Simultaneous with the finding of the key came Hotchkiss, and we went in together. I shook hands with two men who, with Hotchkiss, made a not very animated group. The taller one, an oldish man, lean and hard, announced his errand at once.
“A Pittsburg warrant?” I inquired, unlocking my cigar drawer.
“Yes. Allegheny County has assumed jurisdiction, the exact locality where the crime was committed being in doubt.” He seemed to be the spokesman. The other, shorter and rotund, kept an amiable silence. “We hope you will see the wisdom of waiving extradition,” he went on. “It will save time.”
“I’ll come, of course,” I agreed. “The sooner the better. But I want you to give me an hour here, gentlemen. I think we can interest you. Have a cigar?”

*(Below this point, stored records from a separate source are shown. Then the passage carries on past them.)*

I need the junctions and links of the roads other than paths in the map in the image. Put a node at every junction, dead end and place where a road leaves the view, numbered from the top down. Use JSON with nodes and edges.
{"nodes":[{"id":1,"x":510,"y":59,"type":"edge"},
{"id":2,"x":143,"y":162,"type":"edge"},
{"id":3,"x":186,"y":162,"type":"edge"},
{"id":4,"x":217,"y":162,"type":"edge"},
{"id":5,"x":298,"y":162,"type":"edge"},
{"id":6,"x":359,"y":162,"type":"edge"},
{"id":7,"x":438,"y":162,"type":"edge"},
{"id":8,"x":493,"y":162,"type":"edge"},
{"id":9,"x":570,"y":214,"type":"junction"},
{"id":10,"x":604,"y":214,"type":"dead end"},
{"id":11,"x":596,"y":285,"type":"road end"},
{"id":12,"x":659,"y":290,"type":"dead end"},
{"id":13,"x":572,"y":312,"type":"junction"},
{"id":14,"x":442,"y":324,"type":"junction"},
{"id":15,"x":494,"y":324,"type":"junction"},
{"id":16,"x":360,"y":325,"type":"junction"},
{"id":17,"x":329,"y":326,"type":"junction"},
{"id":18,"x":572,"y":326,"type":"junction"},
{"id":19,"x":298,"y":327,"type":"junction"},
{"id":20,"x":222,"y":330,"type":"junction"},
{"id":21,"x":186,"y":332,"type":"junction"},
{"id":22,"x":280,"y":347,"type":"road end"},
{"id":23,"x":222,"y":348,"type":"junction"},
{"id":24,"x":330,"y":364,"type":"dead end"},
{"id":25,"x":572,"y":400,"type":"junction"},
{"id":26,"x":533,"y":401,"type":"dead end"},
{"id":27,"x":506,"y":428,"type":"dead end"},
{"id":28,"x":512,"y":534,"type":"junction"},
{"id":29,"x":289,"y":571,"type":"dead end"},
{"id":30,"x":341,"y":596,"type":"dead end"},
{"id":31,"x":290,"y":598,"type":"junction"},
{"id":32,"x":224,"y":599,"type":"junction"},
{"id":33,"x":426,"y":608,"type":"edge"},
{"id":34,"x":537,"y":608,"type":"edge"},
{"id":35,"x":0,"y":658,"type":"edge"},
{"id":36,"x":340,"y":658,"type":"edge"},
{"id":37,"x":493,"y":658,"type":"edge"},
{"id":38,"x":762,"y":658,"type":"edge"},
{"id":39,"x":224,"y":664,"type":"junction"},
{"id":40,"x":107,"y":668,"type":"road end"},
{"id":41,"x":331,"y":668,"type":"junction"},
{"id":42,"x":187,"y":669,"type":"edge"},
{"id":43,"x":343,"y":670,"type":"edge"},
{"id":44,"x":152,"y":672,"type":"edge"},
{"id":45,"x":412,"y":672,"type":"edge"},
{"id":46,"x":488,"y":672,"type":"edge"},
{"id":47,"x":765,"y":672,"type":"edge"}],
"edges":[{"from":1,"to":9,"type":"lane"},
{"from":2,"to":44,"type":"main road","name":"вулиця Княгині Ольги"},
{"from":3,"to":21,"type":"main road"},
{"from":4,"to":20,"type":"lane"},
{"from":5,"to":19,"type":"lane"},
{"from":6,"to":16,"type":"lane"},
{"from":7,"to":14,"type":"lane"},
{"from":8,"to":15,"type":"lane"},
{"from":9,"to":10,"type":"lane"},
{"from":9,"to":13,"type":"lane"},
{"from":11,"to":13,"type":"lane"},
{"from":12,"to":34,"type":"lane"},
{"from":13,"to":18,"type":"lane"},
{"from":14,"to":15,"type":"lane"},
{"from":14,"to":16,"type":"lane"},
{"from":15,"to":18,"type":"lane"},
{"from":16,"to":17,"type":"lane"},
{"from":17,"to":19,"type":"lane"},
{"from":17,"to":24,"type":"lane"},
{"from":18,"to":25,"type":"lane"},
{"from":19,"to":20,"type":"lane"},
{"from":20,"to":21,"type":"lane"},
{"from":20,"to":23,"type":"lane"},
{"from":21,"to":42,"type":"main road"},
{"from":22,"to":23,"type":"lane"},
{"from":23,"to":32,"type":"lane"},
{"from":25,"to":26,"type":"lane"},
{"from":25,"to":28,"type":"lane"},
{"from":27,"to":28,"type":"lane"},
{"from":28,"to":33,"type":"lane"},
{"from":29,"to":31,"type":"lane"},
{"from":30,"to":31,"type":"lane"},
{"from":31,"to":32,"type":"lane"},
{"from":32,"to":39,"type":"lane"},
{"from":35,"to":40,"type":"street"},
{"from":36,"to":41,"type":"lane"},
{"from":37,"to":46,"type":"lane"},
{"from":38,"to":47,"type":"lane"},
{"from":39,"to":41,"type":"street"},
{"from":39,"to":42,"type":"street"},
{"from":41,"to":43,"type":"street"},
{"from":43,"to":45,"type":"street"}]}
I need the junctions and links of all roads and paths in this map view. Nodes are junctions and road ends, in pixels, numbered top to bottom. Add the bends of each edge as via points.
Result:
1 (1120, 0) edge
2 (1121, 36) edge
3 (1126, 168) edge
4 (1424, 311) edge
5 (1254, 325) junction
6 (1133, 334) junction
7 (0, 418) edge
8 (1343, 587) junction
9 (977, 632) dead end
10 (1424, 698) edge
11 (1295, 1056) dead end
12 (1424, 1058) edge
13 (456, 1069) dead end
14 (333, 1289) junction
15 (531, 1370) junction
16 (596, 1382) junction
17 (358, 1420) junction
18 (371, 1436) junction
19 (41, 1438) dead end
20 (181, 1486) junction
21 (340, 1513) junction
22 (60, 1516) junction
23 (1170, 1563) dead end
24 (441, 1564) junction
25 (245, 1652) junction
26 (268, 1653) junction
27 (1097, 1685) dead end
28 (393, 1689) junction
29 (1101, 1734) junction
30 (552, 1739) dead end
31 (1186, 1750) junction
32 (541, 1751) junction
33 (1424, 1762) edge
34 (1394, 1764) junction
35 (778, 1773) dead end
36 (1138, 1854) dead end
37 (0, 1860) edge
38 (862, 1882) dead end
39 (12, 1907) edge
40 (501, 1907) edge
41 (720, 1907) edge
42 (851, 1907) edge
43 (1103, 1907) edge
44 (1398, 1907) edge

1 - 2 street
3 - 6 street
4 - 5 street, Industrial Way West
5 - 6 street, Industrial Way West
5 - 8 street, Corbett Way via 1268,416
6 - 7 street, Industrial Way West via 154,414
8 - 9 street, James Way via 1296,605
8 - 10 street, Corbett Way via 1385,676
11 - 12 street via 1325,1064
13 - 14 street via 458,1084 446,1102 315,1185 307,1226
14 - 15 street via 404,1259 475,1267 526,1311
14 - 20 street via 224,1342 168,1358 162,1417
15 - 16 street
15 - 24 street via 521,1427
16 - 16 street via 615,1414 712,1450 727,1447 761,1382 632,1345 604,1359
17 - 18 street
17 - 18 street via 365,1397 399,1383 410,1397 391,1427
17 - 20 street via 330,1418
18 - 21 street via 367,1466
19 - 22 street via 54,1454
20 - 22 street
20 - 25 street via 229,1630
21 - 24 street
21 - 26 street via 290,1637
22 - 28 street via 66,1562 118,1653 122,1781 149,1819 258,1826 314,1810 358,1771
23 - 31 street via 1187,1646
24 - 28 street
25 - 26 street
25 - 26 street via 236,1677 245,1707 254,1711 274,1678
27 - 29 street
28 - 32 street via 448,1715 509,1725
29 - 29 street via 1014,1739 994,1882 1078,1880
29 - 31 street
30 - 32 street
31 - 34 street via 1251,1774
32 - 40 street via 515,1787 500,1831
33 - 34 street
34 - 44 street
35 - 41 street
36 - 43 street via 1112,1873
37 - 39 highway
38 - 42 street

The lean man took a cigar; the rotund man took three, putting two in his pocket.
“How about the catch of that door?” he inquired jovially. “Any danger of it going off again?” Really, considering the circumstances, they were remarkably cheerful. Hotchkiss, however, was not. He paced the floor uneasily, his hands under his coattails. The arrival of McKnight created a diversion; he carried a long package and a corkscrew, and shook hands with the police and opened the bottle with a single gesture.
“I always want something to cheer on these occasions,” he said. “Where’s the water, Blakeley? Everybody ready?” Then in French he toasted the two detectives.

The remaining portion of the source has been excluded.